November 25, 2020 — The Lion King is one of Disney’s most famous and controversial movies for many reasons. It is no secret The Lion King was loosely based on Shakespeare’s Hamlet, but that was not the only controversy surrounding its development.
With the advent of the Internet, conspiracy theories followed as people soon started drawing comparisons between Disney’s 1994 movie featuring a lion named Simba, and a Japanese television show from the 60s with a similar lion by the name of Kimba. Although the two have very little in common, other than the fact they were both lions and had rhyming names, it was enough for the Internet to scorn The Lion King and Disney, who ultimately survived the onslaught. Even though The Lion King is one of the more violent entries of the Disney legacy, it is also one of their most beloved animated features, and one of the most popular movies of all time.

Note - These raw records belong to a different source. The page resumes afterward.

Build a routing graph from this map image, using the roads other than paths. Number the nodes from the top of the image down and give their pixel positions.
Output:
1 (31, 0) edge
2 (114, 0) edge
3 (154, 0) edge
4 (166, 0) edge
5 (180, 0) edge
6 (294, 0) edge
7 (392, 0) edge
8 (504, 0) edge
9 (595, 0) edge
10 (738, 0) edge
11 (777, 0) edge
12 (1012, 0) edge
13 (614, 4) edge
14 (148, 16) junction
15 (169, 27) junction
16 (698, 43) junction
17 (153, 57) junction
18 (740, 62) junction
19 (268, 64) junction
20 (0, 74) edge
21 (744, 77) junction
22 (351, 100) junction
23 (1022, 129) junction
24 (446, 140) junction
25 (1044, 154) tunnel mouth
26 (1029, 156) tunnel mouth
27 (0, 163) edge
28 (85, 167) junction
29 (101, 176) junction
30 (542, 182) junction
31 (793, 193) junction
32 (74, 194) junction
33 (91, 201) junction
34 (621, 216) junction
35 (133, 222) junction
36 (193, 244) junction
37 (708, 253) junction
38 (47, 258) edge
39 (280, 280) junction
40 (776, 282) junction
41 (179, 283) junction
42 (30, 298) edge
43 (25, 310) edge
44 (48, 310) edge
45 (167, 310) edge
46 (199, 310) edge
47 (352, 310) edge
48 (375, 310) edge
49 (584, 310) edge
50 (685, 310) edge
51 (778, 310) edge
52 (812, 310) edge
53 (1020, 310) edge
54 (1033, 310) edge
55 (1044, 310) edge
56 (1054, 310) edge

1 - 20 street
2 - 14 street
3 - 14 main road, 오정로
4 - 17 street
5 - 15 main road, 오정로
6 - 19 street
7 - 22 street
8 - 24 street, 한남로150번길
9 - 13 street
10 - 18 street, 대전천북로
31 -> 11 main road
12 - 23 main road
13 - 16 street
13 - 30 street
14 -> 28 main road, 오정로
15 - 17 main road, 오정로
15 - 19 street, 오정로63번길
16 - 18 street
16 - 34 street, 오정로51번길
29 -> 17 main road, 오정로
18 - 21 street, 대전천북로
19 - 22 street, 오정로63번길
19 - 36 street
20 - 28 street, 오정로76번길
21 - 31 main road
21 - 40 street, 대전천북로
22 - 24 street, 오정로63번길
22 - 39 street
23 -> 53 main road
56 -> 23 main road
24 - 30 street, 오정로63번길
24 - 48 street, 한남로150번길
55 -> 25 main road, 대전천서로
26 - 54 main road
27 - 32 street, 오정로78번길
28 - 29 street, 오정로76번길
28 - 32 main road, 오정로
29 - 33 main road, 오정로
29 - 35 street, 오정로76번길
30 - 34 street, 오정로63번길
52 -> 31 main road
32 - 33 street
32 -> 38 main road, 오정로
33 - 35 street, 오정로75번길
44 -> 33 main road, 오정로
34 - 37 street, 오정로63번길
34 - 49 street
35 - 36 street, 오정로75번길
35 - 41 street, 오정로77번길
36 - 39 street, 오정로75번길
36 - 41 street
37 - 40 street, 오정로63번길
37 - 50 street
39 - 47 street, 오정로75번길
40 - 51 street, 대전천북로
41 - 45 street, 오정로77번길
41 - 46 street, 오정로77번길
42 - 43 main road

Much like a Shakespearean play, this movie takes place in three acts, with the first act introducing our star as a newborn. Young Simba (Jonathan Taylor Thomas) is a cocky lion cub who lives a carefree life. Simba knows he will be the next king of his pride until a tragic accident leads to the death of his father, Mufasa (James Earl Jones) with Simba believing that he is responsible. The lion cub flees his pride in shame, while his nefarious uncle Scar (Jeremy Irons) – who is truly responsible for the death of Mufasa – takes over the pride in Mufasa’s stead.
Being young and inexperienced, Simba almost dies in the African desert before being rescued by the Meerkat Timon (Nathan Lane) and Warthog Pumba (Ernie Sabella). This leads to an unlikely partnership between predator and prey, making for a fantastic second act. During an iconic montage where the group sings the beloved song “Hakuna Matata”, we see young Simba grow into his adult version — voiced by Mathew Broderick. The trio lives a bachelor’s life, cracking bad puns and lazily relaxing every day until Simba’s past catches up with him. His oldest friend Nala (Moira Kelly) almost mistakenly eats Timon before Simba swoops in to save him in the nick of time, reuniting the two old friends and setting up the film’s final act.
Simba rejects Nala’s pleas to return to their pride, but he soon meets Rafiki (Robert Guillaume), a quirky baboon that convinces Simba it is his destiny to return to the pride, and usurp Scar from his ill-gotten throne. Simba’s return brings up old pain as he is forced to admit that he is ultimately the reason behind Mufasa’s untimely demise. As quickly as that revelation is made, it is revealed that Scar is the real villain, and he and Simba begin fighting for dominance. Being the stronger and younger lion, Simba defeats Scar and leaves him to the Hyenas that Scar had previously betrayed. Simba finally assumes his rightful place as the king of his pride, and balance is restored to the African Savannah.
Although this is one of Disney’s most beloved stories, the plot itself takes a back-seat to the music in this movie. Disney acquired legendary musicians Elton John and Hans Zimmer to collaborate on this film’s soundtrack, making it one of the greatest in Disney’s history for that reason alone. Songs like “Can You Feel The Love Tonight” and “Hakuna Matata” can still be sung by heart by anyone born in the late ’80s and early ’90s. Then there’s “The Circle of Life,” a song so iconic that to describe it as “breathtaking” is fundamentally an understatement. When you hear that first call of “Nants ingonyama bagithi baba” – words sung in a South African Zulu language — your mind is automatically transported to the opening scene when Simba is presented to the many animals surrounding Pride Rock.
Despite the controversy over its origins, The Lion King has remained relatively unscathed in the pop-culture lexicon. Most 30-somethings will tell you that watching the scene where Mufasa dies is a lot harder on them now than it was in 1994, but that kind of response just comes with the territory of getting older. For the most part, we all look back at the movie with fond memories, and it is hard not to; the execution is nearly perfect from the story to the animation, with the music being a definite high note (no pun intended).
The fact that this film is still one of the most beloved out of Disney’s long history is not lost on the company either. Disney has successfully continued to build upon The Lion King franchise with two sequels: a live-action remake, and a successful television show which follows Simba’s son and friends through multiple sprawling adventures. All of this content over the past 20+ years has allowed whole families to enjoy its memorable characters, while keeping catchy tunes like “Hakuna Matata” buzzing in the ears of multiple generations. With how much we love this film, and the revenue-making IP it has proved to be for Disney, there is no doubt that The Lion King Legacy will continue to thrive for the foreseeable future.